Segment Open
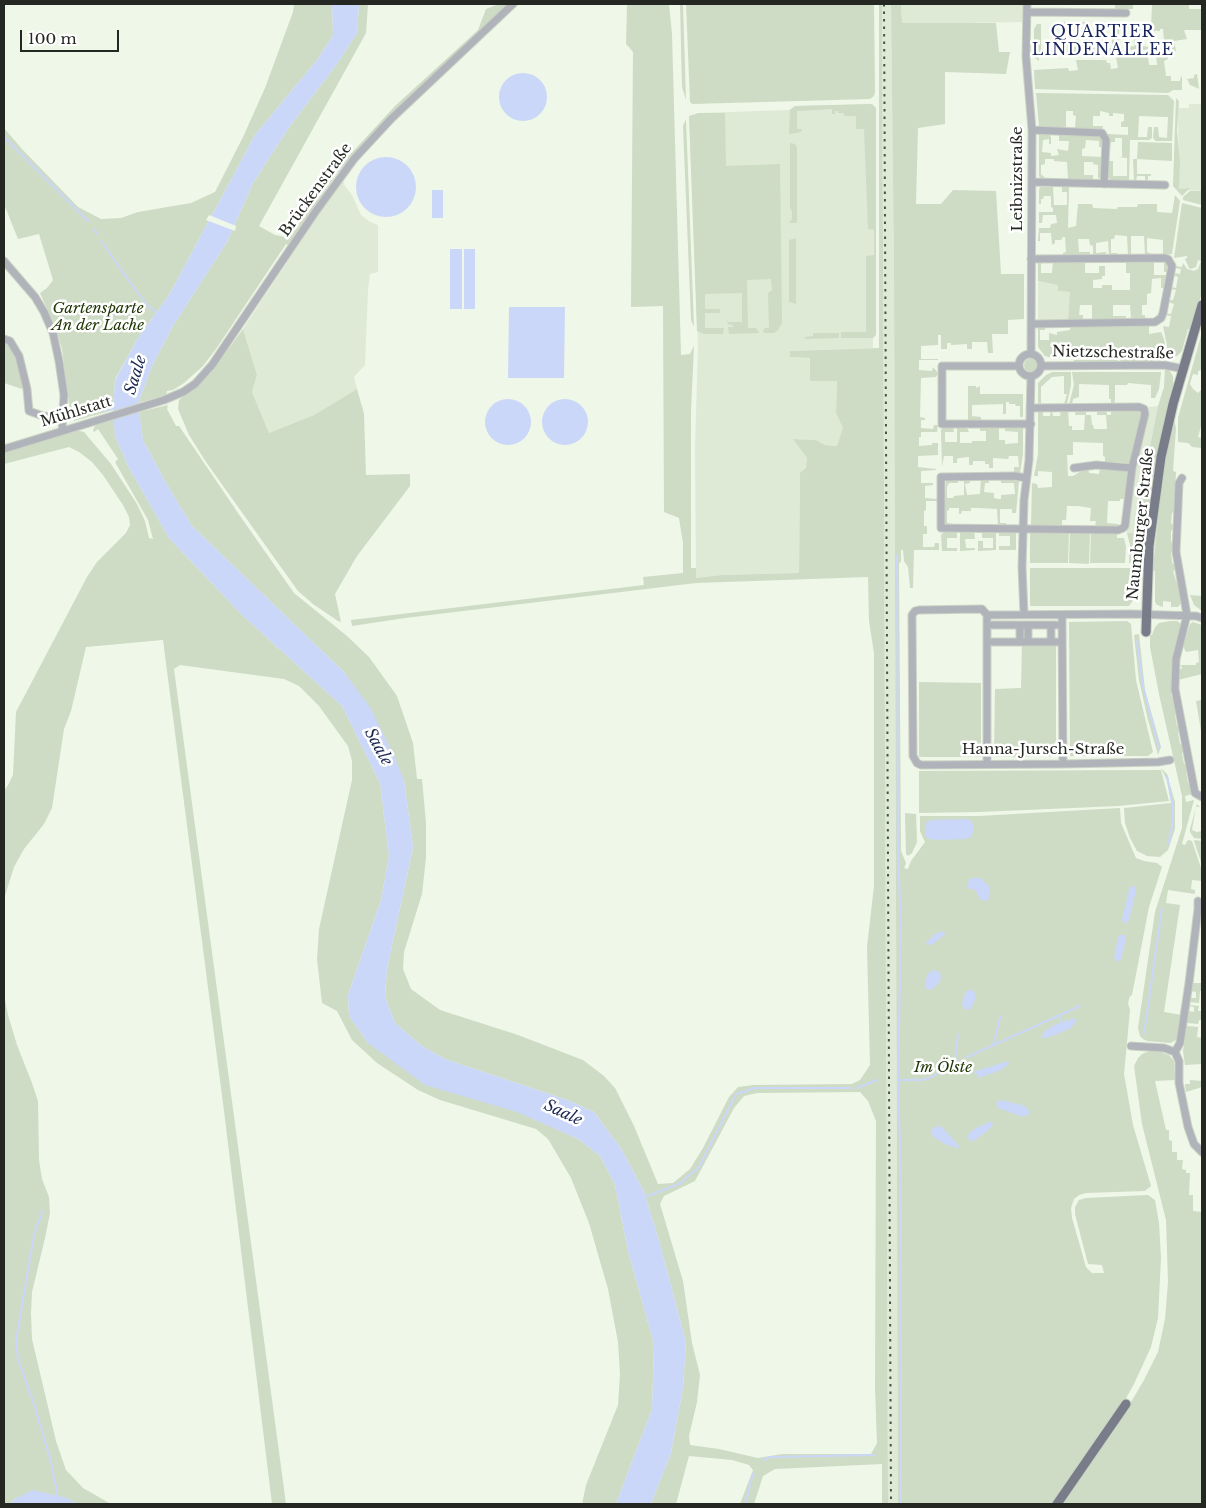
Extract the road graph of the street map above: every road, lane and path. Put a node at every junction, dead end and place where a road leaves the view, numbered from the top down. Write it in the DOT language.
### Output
graph roads {
  1 [pos="513,4"];
  2 [pos="1027,8"];
  3 [pos="1126,13"];
  4 [pos="1032,130"];
  5 [pos="1032,182"];
  6 [pos="1104,184"];
  7 [pos="1166,185"];
  8 [pos="1031,258"];
  9 [pos="4,261"];
  10 [pos="1202,306"];
  11 [pos="1031,324"];
  12 [pos="4,339"];
  13 [pos="1031,354"];
  14 [pos="1019,366"];
  15 [pos="1041,366"];
  16 [pos="1184,369"];
  17 [pos="1031,376"];
  18 [pos="157,403"];
  19 [pos="1030,408"];
  20 [pos="63,418"];
  21 [pos="1031,424"];
  22 [pos="62,431"];
  23 [pos="4,449"];
  24 [pos="1074,468"];
  25 [pos="1132,468"];
  26 [pos="1026,478"];
  27 [pos="1182,478"];
  28 [pos="1024,529"];
  29 [pos="1024,614"];
  30 [pos="1146,614"];
  31 [pos="987,615"];
  32 [pos="1062,615"];
  33 [pos="1187,616"];
  34 [pos="1202,618"];
  35 [pos="1030,624"];
  36 [pos="993,625"];
  37 [pos="1020,625"];
  38 [pos="1146,632"];
  39 [pos="993,642"];
  40 [pos="1020,642"];
  41 [pos="1028,642"];
  42 [pos="1170,760"];
  43 [pos="987,764"];
  44 [pos="1063,764"];
  45 [pos="1202,797"];
  46 [pos="1198,900"];
  47 [pos="1131,1046"];
  48 [pos="1175,1052"];
  49 [pos="1202,1152"];
  50 [pos="1126,1404"];
  51 [pos="1057,1504"];
  1 -- 18 [label="street, Brückenstraße"];
  2 -- 3 [label="street"];
  2 -- 4 [label="street, Leibnizstraße"];
  4 -- 5 [label="street, Leibnizstraße"];
  4 -- 6 [label="street"];
  5 -- 6 [label="street"];
  5 -- 8 [label="street, Leibnizstraße"];
  6 -- 7 [label="street"];
  8 -- 11 [label="street, Leibnizstraße"];
  8 -- 11 [label="street"];
  9 -- 20 [label="street"];
  10 -- 16 [label="main road, Naumburger Straße"];
  11 -- 13 [label="street, Leibnizstraße"];
  12 -- 20 [label="street"];
  13 -- 14 [label="street"];
  13 -- 15 [label="street"];
  14 -- 17 [label="street"];
  14 -- 21 [label="street"];
  15 -- 16 [label="street, Nietzschestraße"];
  15 -- 17 [label="street"];
  16 -- 30 [label="main road, Naumburger Straße"];
  17 -- 19 [label="street"];
  18 -- 22 [label="street, Mühlstatt"];
  19 -- 21 [label="street"];
  19 -- 25 [label="street"];
  20 -- 22 [label="street"];
  21 -- 26 [label="street"];
  22 -- 23 [label="street, Mühlstatt"];
  24 -- 25 [label="street"];
  25 -- 28 [label="street"];
  26 -- 28 [label="street"];
  26 -- 28 [label="street"];
  27 -- 33 [label="street"];
  28 -- 29 [label="street"];
  29 -- 31 [label="street"];
  29 -- 32 [label="street"];
  30 -- 32 [label="street"];
  30 -- 33 [label="street"];
  30 -- 38 [label="main road, Naumburger Straße"];
  31 -- 43 [label="street"];
  31 -- 43 [label="street, Hanna-Jursch-Straße"];
  32 -- 44 [label="street"];
  33 -- 34 [label="street"];
  33 -- 45 [label="street"];
  35 -- 37 [label="street"];
  35 -- 41 [label="street"];
  35 -- 41 [label="street"];
  36 -- 37 [label="street"];
  37 -- 40 [label="street"];
  39 -- 40 [label="street"];
  40 -- 41 [label="street"];
  42 -- 44 [label="street, Hanna-Jursch-Straße"];
  43 -- 44 [label="street, Hanna-Jursch-Straße"];
  46 -- 48 [label="street"];
  47 -- 48 [label="street"];
  48 -- 49 [label="street"];
  50 -- 51 [label="main road"];
}
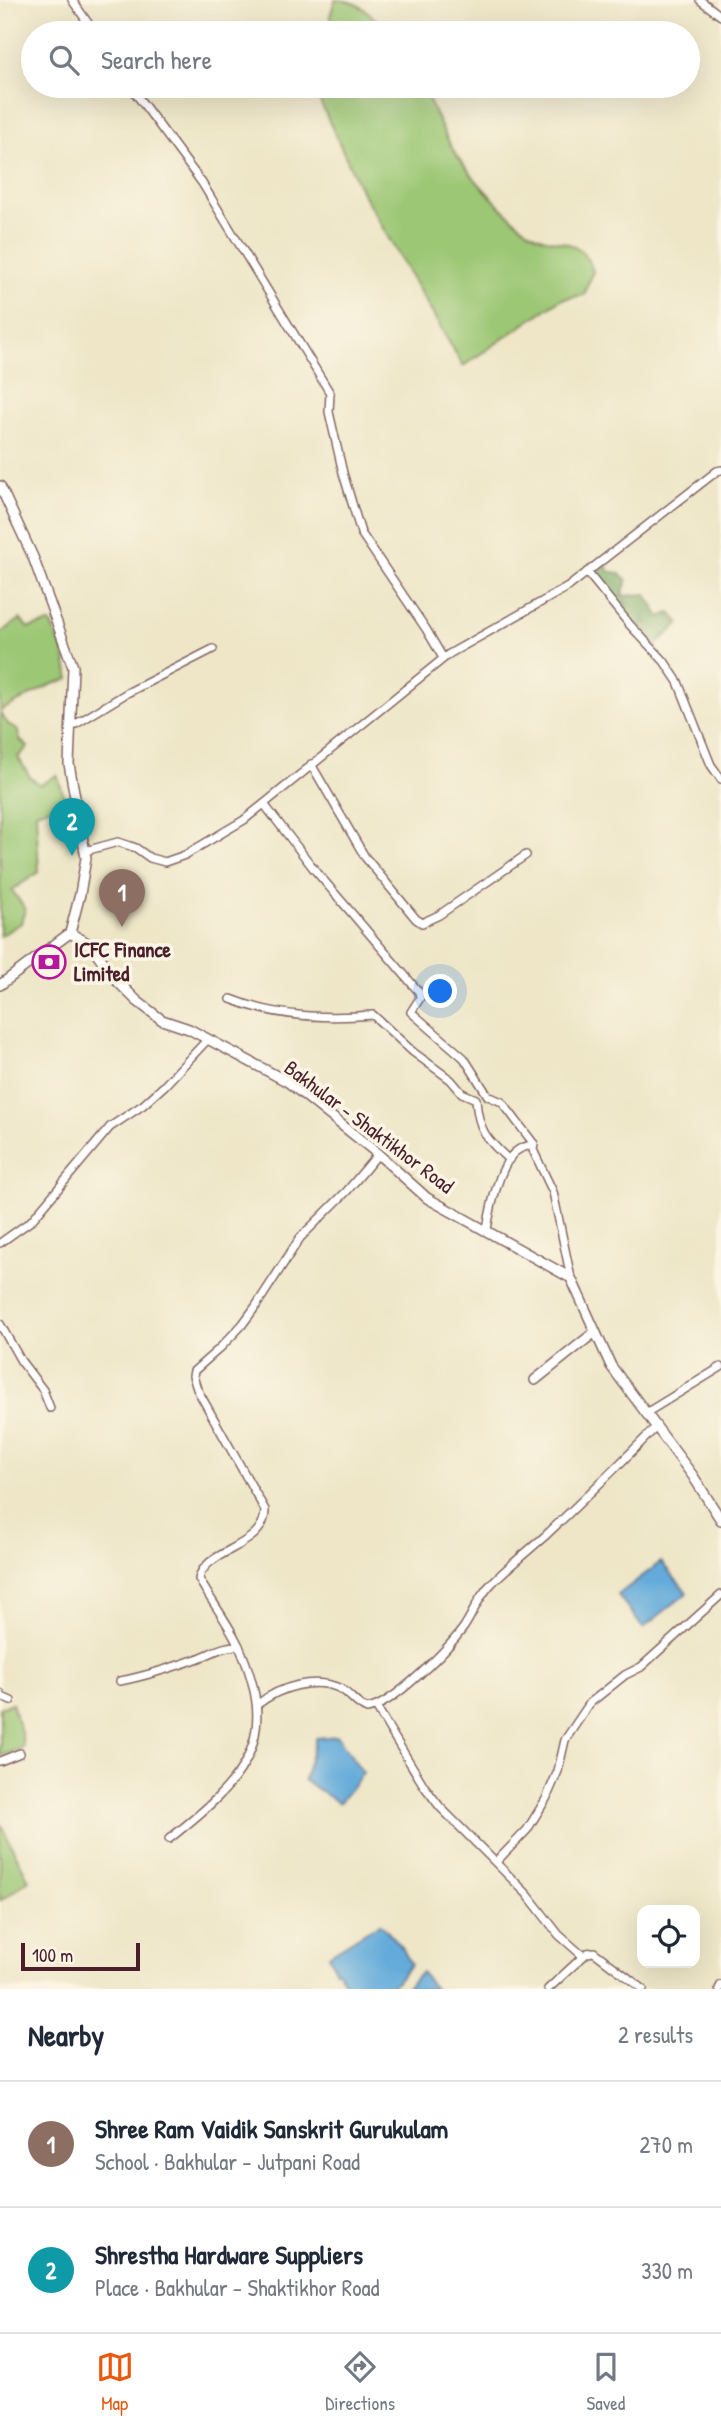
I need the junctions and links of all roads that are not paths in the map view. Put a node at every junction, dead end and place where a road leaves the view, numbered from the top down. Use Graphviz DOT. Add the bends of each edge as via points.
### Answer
graph roads {
  1 [pos="72,0"];
  2 [pos="700,0"];
  3 [pos="721,16"];
  4 [pos="86,21"];
  5 [pos="139,98"];
  6 [pos="721,470"];
  7 [pos="0,486"];
  8 [pos="587,572"];
  9 [pos="213,649"];
  10 [pos="443,658"];
  11 [pos="71,727"];
  12 [pos="311,764"];
  13 [pos="721,779"];
  14 [pos="264,804"];
  15 [pos="85,851"];
  16 [pos="526,855"];
  17 [pos="70,933"];
  18 [pos="0,985"];
  19 [pos="230,999"];
  20 [pos="208,1039"];
  21 [pos="534,1144"];
  22 [pos="378,1154"];
  23 [pos="509,1160"];
  24 [pos="487,1230"];
  25 [pos="0,1243"];
  26 [pos="571,1278"];
  27 [pos="0,1324"];
  28 [pos="595,1332"];
  29 [pos="721,1367"];
  30 [pos="534,1380"];
  31 [pos="50,1408"];
  32 [pos="646,1413"];
  33 [pos="656,1427"];
  34 [pos="721,1520"];
  35 [pos="721,1595"];
  36 [pos="239,1646"];
  37 [pos="120,1681"];
  38 [pos="0,1693"];
  39 [pos="11,1701"];
  40 [pos="258,1704"];
  41 [pos="376,1707"];
  42 [pos="20,1754"];
  43 [pos="0,1761"];
  44 [pos="169,1839"];
  45 [pos="496,1862"];
  46 [pos="583,1956"];
  47 [pos="548,1989"];
  48 [pos="643,1989"];
  1 -- 4 [label="street"];
  2 -- 3 [label="street"];
  5 -- 10 [label="street" via="202,183 330,393 328,412 361,533"];
  6 -- 8 [label="street"];
  7 -- 11 [label="street" via="33,557 73,667"];
  8 -- 10 [label="street"];
  8 -- 13 [label="street" via="678,682"];
  9 -- 11 [label="street"];
  10 -- 12 [label="street"];
  11 -- 15 [label="street" via="69,764"];
  12 -- 14 [label="street"];
  12 -- 16 [label="street" via="365,857 422,923"];
  14 -- 15 [label="street" via="185,855 165,862 118,842"];
  14 -- 21 [label="street" via="419,992 411,1012 464,1058 488,1096 502,1102"];
  15 -- 17 [label="street"];
  17 -- 18 [label="street"];
  17 -- 20 [label="street, Bakhular - Shaktikhor Road" via="91,944 117,981 162,1020"];
  19 -- 23 [label="street" via="291,1015 373,1015 462,1093 476,1099 484,1135"];
  20 -- 22 [label="street, Bakhular - Shaktikhor Road" via="288,1082"];
  20 -- 25 [label="street" via="143,1105 110,1127 32,1221"];
  21 -- 23 [label="street" via="516,1150"];
  21 -- 26 [label="street" via="553,1192"];
  22 -- 24 [label="street, Bakhular - Shaktikhor Road" via="428,1198"];
  22 -- 36 [label="street" via="300,1238 242,1325 194,1371 197,1389 265,1510 265,1520 257,1531 200,1572 199,1579"];
  23 -- 24 [label="street" via="499,1179"];
  24 -- 26 [label="street, Bakhular - Shaktikhor Road"];
  26 -- 28 [label="street"];
  27 -- 31 [label="street"];
  28 -- 30 [label="street"];
  28 -- 32 [label="street" via="611,1366"];
  29 -- 32 [label="street"];
  32 -- 33 [label="street"];
  33 -- 34 [label="street"];
  33 -- 41 [label="street" via="493,1581 465,1625 430,1664"];
  35 -- 45 [label="street" via="641,1667 590,1703 565,1740 558,1772 527,1830"];
  36 -- 37 [label="street"];
  36 -- 40 [label="street"];
  38 -- 39 [label="street"];
  40 -- 41 [label="street" via="299,1685 318,1683 341,1690 367,1709"];
  40 -- 44 [label="street" via="254,1746 243,1766 213,1801"];
  41 -- 45 [label="street" via="440,1807"];
  42 -- 43 [label="street"];
  45 -- 46 [label="street"];
  46 -- 47 [label="street"];
  46 -- 48 [label="street" via="594,1952"];
}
Segment Closed
# AIM OF THE EXERCISE
Look at the records above. Copy every line where the string "from" occurs.

# RESPONSE TO THIS EXERCISE
Extract the road graph of the street map above: every road, lane and path. Put a node at every junction, dead end and place where a road leaves the view, numbered from the top down. Write it in the DOT language.
I need the junctions and links of all roads that are not paths in the map view. Put a node at every junction, dead end and place where a road leaves the view, numbered from the top down. Use Graphviz DOT. Add the bends of each edge as via points.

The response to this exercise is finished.